Task details = Take every line in the entries that includes the word "covering" and copy it.

(Entries taken from a collection)
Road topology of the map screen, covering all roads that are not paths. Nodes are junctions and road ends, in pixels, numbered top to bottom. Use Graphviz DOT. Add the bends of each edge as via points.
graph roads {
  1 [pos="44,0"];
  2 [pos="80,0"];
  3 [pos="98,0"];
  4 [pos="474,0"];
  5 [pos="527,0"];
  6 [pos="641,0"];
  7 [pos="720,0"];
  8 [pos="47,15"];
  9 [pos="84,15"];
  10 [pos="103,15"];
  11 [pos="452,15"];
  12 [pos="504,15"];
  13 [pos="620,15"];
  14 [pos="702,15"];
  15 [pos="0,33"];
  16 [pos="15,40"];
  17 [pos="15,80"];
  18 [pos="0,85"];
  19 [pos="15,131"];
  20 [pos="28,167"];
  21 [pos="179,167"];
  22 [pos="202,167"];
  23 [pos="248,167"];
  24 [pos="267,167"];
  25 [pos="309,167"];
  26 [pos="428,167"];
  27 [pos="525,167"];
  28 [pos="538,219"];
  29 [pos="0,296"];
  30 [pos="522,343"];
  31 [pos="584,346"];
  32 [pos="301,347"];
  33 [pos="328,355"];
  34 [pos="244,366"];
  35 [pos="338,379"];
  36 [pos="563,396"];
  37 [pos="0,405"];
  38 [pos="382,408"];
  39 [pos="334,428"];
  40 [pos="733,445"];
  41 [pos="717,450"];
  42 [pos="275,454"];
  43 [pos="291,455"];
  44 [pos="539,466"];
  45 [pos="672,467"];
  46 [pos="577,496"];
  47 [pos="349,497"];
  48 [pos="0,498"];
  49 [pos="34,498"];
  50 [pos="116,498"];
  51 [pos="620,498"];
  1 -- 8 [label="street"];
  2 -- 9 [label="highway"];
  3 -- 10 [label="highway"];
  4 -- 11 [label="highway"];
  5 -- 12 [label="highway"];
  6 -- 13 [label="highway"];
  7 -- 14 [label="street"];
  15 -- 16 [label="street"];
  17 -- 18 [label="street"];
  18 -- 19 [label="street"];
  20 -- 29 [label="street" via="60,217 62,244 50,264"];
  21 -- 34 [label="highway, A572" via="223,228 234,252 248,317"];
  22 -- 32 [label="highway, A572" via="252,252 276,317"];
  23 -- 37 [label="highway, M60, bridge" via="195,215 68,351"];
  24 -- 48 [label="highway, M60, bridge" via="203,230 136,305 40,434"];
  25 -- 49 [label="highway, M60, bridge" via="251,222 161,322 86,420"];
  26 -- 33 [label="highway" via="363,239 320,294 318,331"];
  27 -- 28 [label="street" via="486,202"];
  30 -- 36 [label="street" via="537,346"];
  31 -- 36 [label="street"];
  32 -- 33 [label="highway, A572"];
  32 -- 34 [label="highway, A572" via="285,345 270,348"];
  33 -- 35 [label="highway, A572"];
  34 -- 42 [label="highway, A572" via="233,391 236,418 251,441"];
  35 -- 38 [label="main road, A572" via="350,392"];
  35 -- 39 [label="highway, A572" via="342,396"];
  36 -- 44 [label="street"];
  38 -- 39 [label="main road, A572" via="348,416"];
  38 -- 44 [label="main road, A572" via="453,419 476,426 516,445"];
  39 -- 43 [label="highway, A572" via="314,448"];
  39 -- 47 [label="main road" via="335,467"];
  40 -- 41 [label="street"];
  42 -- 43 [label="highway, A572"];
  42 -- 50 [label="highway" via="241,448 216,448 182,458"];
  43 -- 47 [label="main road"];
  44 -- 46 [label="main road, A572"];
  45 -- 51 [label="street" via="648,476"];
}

* * *

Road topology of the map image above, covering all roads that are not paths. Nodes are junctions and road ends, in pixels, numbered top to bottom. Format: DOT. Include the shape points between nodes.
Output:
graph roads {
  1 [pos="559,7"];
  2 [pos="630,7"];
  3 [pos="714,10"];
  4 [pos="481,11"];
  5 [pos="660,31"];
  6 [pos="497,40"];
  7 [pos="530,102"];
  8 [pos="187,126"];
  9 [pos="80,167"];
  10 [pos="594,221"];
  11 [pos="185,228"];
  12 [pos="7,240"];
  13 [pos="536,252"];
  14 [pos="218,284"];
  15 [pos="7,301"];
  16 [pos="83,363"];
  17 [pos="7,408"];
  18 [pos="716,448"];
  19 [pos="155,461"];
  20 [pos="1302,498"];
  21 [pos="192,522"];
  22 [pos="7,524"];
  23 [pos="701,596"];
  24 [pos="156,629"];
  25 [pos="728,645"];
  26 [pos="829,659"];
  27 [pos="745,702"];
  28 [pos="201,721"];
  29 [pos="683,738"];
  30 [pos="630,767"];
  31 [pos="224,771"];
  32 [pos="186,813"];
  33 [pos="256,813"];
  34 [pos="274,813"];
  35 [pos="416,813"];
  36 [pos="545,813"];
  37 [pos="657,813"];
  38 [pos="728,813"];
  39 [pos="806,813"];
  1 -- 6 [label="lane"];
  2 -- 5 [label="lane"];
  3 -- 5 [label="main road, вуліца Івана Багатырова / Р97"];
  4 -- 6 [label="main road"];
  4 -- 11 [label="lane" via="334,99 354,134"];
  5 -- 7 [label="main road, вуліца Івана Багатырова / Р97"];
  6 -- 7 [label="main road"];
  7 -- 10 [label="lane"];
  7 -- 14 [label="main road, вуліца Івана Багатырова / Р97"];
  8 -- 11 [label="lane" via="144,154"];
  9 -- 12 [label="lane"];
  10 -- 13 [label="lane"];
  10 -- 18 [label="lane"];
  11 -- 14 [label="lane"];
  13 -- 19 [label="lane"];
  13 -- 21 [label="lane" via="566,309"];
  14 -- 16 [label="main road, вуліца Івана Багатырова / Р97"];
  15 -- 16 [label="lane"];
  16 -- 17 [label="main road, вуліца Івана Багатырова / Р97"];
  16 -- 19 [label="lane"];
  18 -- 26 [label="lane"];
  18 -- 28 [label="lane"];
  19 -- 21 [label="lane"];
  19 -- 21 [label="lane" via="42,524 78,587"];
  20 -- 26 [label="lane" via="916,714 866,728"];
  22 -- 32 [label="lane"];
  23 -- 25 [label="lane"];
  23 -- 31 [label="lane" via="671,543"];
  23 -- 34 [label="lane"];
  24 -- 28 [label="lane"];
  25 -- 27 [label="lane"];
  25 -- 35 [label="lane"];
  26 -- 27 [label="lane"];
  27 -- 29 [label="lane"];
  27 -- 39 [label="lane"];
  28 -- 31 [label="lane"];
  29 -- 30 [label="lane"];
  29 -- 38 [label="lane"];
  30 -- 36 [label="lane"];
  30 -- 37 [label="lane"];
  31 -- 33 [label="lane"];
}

Expected answer =
Road topology of the map screen, covering all roads that are not paths. Nodes are junctions and road ends, in pixels, numbered top to bottom. Use Graphviz DOT. Add the bends of each edge as via points.
Road topology of the map image above, covering all roads that are not paths. Nodes are junctions and road ends, in pixels, numbered top to bottom. Format: DOT. Include the shape points between nodes.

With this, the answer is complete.